**YOUR GOAL**
Where does the string "middle" appear in the listing below? Copy every line where it does.

------------------------------

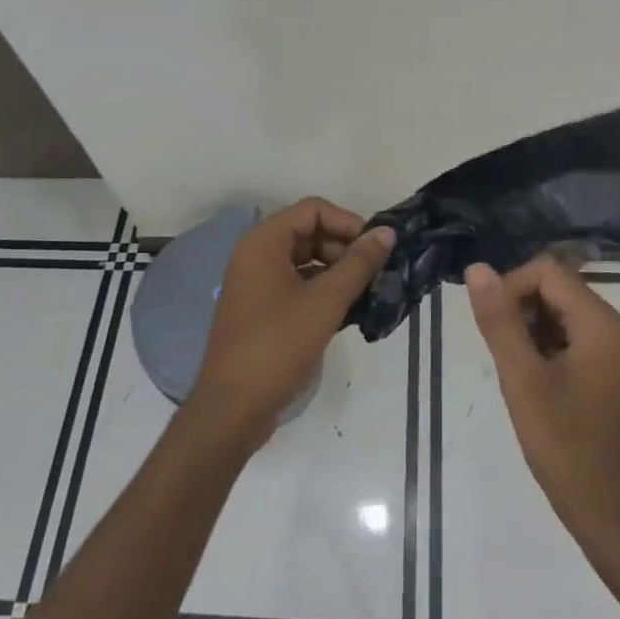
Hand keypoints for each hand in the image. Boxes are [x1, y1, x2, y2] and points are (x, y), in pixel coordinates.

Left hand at [191, 200, 394, 447]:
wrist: (232, 409)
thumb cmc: (277, 346)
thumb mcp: (325, 302)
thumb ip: (358, 264)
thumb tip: (387, 233)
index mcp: (263, 243)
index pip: (313, 210)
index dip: (348, 223)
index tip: (376, 248)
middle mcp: (256, 255)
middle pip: (309, 233)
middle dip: (345, 248)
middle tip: (375, 274)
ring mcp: (256, 284)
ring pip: (305, 261)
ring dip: (337, 271)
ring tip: (367, 294)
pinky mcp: (262, 310)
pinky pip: (298, 285)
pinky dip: (323, 292)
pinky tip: (348, 313)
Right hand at [466, 258, 619, 552]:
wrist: (612, 514)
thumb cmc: (565, 446)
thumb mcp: (522, 379)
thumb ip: (499, 320)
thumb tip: (477, 268)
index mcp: (601, 323)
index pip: (546, 272)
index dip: (511, 288)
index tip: (493, 329)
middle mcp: (615, 328)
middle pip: (556, 289)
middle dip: (521, 311)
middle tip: (504, 356)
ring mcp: (617, 351)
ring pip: (561, 313)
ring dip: (531, 332)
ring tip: (518, 374)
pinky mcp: (612, 371)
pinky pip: (573, 338)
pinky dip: (547, 349)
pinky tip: (535, 384)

------------------------------

**EXERCISE RESPONSE**
middle mcp: (256, 255)
middle pip: (309, 233)
middle dip: (345, 248)
middle tip: (375, 274)
middle mcp: (615, 328)
middle pip: (556, 289)
middle dip: (521, 311)
middle tip: (504, 356)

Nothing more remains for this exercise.